The Pittsburgh Steelers will spend more than a million dollars to renovate bathrooms at Acrisure Stadium, where some of the men's rooms on the upper deck still have trough-style urinals.
The $1.4 million project will upgrade 12 restrooms, the latest phase of an ongoing effort to improve Acrisure facilities, as reported in the Pittsburgh Post-Gazette on Tuesday.
The Sports and Exhibition Authority, which owns Acrisure Stadium, reviewed the upgrade plan earlier this month. The biggest improvements will be made to four men’s restrooms on the upper level, two on the stadium’s east side and two on the west, where urinals with dividers will replace troughs — a bathroom fixture unpopular for its lack of privacy. About 95 urinals will replace the troughs. Those facilities will also get a new floor coating as part of their regular maintenance.

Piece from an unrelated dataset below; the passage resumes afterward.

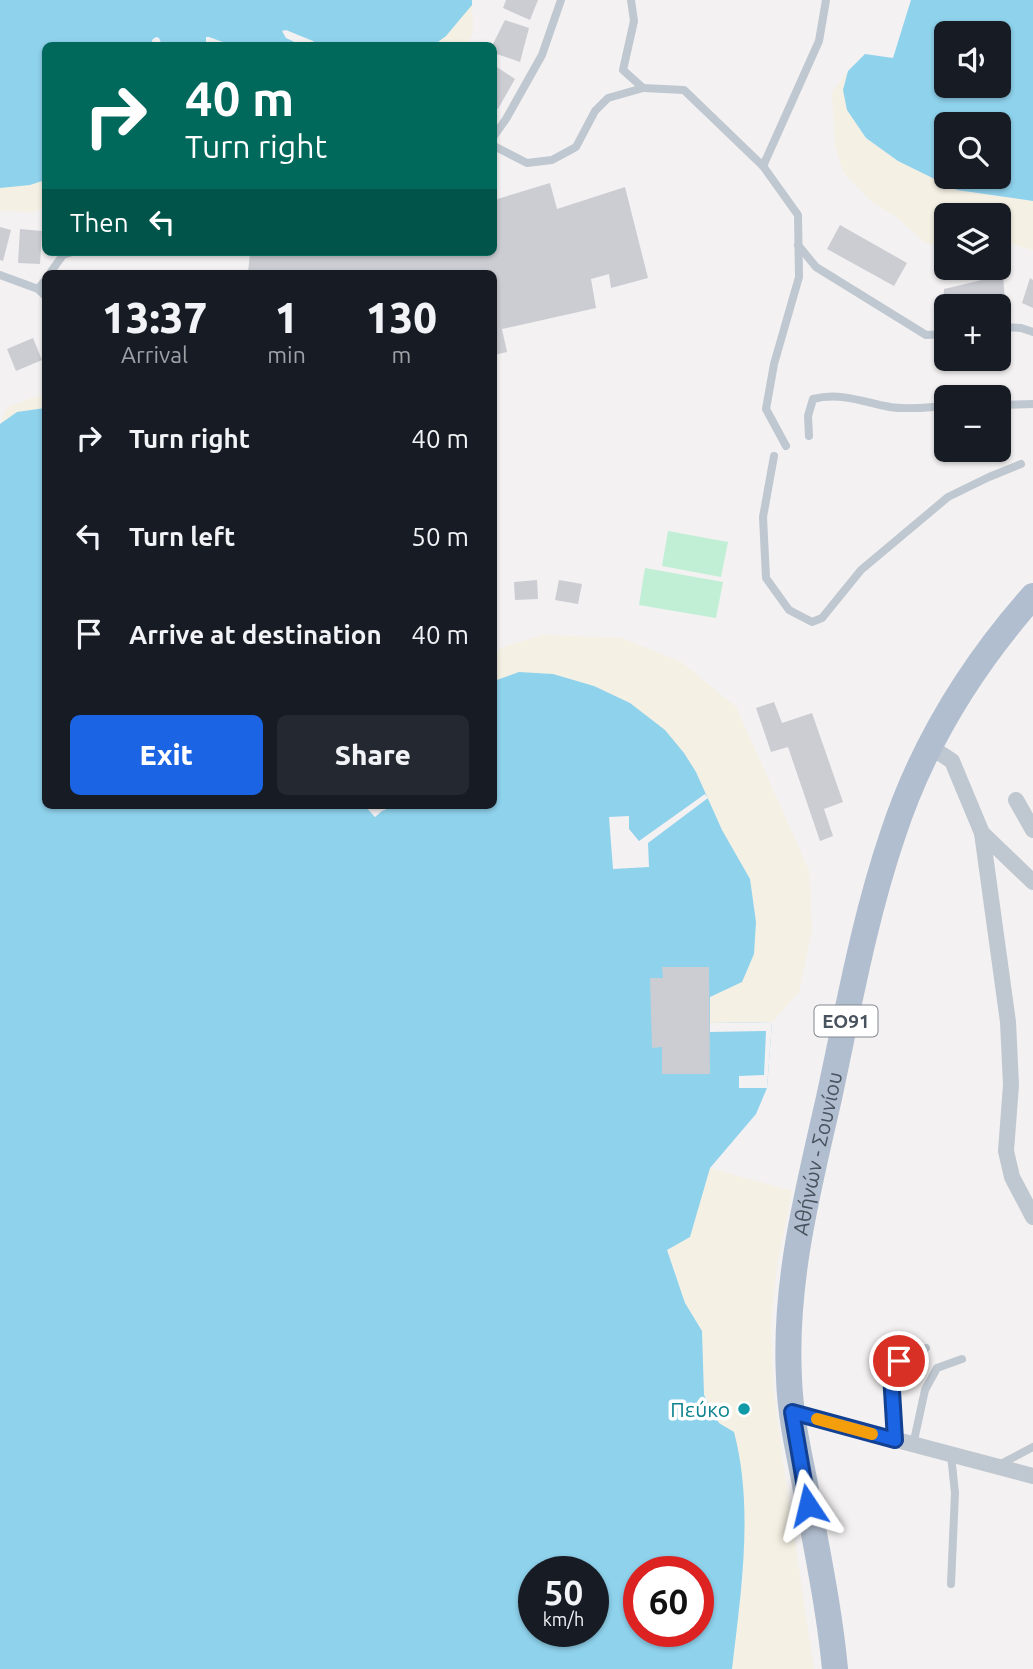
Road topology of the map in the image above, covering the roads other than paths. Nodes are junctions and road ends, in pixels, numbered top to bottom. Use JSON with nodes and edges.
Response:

Eight women’s restrooms on the upper east, west and north sides of the stadiums also will receive new floor coating.
A Steelers spokesman told the Post-Gazette that the improvements will be taking place over the next couple of months. The team is covering the cost of the project.
Other stadium restrooms have received upgrades in the past, the newspaper reported. The latest troughs to be replaced could be the last ones still in use at the 22-year-old venue.
Over the years, the troughs — prized for their efficiency — have been a subject of debate.
After the stadium, then named Heinz Field, opened in 2001, one letter writer to the Post-Gazette complained that having troughs in the men’s rooms instead of urinals was "a stupid cost-saving measure."